For all dependencies, you can refer to the requirements.txt file:
streamlit
langchain
langchain_ollama
selenium
beautifulsoup4
lxml
html5lib
python-dotenv
The AI web scraper is powered by the Gemma 2:2b model, which was pulled from Ollama. This model is designed for natural language processing tasks and offers good performance in understanding and parsing text from web content.
- Effective NLP: The model can handle various types of text input and excels at parsing job descriptions or summarising content.
- Open-Source and Extensible: Ollama provides easy integration, allowing for further customisation and scalability.
- Heavy Memory Usage: The model consumes significant resources, which could slow down scraping if not run on a powerful machine.
- Latency: For large web pages or data-intensive tasks, response times may lag.
The application connects to Bright Data for proxy services, which is essential for scraping larger websites like job boards.
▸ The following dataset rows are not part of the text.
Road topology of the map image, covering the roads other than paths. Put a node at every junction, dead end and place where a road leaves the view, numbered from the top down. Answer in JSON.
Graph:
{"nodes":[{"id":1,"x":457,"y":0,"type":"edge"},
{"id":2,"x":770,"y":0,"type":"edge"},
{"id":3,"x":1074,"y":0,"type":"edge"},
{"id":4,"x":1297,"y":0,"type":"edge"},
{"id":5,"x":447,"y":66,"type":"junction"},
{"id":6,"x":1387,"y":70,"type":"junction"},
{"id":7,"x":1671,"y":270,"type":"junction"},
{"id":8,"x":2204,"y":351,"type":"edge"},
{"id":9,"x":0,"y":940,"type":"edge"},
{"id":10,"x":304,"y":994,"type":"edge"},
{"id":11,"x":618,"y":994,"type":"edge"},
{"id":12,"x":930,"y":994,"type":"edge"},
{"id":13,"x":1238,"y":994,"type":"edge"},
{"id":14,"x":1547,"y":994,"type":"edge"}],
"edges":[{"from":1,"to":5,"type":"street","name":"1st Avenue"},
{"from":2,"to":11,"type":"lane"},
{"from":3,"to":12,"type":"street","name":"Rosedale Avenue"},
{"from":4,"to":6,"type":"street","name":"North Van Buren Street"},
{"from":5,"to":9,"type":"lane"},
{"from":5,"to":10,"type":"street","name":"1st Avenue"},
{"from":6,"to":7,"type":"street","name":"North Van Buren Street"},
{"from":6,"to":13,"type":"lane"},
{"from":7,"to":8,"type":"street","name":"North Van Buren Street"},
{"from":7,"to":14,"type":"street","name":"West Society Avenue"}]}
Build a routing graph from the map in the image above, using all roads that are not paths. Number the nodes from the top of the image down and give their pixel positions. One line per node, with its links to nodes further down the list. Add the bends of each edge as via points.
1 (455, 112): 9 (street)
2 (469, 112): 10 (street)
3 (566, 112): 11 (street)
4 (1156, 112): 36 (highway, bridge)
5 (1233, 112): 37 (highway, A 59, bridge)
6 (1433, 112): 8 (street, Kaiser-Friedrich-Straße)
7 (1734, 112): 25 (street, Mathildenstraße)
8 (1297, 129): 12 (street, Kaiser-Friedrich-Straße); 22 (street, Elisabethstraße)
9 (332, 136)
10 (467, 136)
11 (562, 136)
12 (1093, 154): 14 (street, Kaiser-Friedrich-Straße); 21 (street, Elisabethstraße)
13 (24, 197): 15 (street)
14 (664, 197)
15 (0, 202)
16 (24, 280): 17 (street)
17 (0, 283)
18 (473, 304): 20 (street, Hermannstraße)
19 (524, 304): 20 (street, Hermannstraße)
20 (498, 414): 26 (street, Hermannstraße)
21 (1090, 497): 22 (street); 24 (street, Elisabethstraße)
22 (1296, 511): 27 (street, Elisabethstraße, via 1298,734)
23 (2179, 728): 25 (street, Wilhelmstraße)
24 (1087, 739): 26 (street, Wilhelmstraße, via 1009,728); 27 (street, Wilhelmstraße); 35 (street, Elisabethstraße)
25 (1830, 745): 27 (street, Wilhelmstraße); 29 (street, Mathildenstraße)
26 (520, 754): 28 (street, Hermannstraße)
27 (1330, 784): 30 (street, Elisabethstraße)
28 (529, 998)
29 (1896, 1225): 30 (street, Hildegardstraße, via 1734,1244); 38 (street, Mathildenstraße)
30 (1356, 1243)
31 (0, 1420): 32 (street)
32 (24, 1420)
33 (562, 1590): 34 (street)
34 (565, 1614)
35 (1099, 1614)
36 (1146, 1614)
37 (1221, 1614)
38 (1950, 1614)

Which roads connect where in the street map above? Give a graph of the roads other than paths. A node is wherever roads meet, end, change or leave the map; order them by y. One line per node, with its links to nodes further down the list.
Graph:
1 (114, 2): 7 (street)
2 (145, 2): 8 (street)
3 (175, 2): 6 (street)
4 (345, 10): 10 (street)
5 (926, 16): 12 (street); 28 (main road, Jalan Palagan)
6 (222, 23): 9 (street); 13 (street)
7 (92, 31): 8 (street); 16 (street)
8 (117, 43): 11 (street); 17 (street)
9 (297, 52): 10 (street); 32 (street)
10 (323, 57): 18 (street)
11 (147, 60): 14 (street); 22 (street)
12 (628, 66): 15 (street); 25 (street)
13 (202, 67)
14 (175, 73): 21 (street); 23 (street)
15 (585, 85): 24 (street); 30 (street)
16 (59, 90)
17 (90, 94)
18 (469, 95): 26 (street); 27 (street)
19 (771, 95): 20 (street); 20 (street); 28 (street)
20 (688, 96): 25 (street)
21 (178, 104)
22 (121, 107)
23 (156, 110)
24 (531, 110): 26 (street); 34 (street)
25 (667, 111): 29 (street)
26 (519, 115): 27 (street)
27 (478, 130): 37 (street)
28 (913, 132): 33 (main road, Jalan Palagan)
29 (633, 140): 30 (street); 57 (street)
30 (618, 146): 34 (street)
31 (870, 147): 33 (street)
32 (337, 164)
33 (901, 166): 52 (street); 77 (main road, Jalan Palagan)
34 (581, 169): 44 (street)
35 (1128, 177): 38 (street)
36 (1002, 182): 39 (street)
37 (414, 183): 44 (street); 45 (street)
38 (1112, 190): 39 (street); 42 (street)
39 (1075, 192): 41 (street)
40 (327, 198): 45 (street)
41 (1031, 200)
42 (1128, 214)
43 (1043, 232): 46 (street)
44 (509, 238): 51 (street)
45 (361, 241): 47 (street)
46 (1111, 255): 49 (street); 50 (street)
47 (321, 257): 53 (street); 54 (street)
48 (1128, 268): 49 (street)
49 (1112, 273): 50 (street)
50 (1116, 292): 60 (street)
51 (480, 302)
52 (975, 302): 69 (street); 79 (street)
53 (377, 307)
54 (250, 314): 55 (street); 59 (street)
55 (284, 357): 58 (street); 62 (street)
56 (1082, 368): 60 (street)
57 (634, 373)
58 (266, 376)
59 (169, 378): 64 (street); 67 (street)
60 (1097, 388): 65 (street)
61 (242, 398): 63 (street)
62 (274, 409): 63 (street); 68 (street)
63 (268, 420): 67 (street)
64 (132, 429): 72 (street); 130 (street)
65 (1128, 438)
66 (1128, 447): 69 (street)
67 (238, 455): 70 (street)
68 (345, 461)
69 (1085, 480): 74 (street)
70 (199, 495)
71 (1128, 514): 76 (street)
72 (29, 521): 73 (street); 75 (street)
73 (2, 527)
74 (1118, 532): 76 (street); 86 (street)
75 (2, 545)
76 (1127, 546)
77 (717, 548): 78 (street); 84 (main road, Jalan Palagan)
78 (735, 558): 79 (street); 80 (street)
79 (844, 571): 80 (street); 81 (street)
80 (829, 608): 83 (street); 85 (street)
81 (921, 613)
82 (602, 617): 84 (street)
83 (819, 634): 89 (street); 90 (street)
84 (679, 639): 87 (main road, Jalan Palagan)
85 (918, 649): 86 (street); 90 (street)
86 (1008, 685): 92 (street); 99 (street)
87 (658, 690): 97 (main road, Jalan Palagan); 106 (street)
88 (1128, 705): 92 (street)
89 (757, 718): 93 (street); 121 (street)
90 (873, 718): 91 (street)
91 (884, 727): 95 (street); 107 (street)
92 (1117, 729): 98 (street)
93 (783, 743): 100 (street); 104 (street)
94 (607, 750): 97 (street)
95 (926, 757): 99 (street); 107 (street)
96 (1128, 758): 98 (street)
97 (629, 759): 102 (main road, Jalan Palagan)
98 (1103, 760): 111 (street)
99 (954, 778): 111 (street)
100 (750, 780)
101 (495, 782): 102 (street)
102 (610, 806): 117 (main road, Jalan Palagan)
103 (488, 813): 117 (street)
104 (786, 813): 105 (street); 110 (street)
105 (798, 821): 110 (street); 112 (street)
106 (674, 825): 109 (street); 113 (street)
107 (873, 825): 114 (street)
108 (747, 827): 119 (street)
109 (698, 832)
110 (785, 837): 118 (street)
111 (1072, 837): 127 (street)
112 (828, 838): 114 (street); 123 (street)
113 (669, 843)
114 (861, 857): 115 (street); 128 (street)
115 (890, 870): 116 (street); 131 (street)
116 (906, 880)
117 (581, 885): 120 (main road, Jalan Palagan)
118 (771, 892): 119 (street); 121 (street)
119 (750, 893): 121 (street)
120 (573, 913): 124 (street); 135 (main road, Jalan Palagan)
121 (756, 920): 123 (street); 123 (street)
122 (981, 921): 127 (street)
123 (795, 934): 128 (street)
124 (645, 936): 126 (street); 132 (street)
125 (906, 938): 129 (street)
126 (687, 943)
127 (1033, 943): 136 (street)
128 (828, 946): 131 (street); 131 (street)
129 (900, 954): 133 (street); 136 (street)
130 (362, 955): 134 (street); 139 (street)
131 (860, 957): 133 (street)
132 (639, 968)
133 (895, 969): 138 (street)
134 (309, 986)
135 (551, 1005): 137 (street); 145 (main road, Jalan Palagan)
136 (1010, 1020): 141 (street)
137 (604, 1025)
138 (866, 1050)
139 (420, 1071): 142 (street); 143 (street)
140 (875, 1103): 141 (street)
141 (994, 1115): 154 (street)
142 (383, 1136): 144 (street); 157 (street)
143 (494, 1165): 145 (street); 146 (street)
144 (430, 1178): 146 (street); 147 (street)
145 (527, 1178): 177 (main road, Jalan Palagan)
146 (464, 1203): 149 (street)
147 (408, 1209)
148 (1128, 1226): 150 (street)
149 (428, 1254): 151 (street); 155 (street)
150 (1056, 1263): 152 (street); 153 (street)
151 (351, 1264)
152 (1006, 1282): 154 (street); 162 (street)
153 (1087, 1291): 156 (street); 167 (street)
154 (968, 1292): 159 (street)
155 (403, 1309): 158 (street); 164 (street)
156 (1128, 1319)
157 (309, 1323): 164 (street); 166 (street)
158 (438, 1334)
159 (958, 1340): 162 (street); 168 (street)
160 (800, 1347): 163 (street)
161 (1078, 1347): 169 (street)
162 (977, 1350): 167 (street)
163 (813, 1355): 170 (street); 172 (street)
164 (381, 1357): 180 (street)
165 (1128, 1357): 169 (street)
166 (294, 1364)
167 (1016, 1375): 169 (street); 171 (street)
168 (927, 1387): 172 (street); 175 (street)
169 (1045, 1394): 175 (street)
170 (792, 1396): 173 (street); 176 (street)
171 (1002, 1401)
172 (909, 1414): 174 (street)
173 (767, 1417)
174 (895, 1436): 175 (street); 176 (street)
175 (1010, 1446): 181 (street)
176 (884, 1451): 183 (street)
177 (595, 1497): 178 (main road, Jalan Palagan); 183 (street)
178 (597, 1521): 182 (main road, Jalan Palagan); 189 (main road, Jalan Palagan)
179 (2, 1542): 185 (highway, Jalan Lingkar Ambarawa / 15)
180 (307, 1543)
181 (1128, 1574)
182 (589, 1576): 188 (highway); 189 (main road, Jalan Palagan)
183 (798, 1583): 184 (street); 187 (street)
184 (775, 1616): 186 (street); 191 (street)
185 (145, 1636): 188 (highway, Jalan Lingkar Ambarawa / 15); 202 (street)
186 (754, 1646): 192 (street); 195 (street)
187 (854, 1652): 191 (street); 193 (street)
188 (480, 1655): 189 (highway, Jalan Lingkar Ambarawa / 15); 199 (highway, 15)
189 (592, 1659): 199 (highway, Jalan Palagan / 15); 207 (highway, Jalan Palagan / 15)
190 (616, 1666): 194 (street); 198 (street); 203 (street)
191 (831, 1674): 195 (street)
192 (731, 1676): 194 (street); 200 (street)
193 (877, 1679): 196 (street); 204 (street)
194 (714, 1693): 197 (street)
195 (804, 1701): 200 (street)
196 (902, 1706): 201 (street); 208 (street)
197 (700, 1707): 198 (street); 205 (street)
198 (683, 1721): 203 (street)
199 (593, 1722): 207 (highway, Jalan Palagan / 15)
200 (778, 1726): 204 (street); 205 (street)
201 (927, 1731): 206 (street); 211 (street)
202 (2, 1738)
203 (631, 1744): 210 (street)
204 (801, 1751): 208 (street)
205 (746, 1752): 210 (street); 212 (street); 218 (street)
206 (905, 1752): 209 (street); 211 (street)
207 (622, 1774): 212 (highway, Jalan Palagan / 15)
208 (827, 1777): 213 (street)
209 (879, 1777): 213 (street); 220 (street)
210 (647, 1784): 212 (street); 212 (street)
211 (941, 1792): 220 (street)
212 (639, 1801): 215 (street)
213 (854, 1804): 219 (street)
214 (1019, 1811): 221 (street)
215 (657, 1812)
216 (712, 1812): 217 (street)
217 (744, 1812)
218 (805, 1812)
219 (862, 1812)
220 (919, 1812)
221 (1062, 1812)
This ensures that the scraper can bypass rate limits and avoid IP bans.
However, users need to provide their own Bright Data tokens as this project is not set up for open use.
Here are some potential use cases for this web scraper:
- Job Aggregation: Collect job listings from multiple sites and organise them into structured datasets.
- Ecommerce Data Collection: Extract product details, prices, and reviews from online stores for competitive analysis.
- Market Research: Gather and analyse data from multiple sources to identify trends or monitor competitors.
This AI Web Scraper offers a powerful way to automate data collection from websites using state-of-the-art NLP models and proxy services. While this particular tool is not deployed for open use, it demonstrates the capabilities of combining web scraping with AI-powered parsing to achieve efficient and accurate data extraction.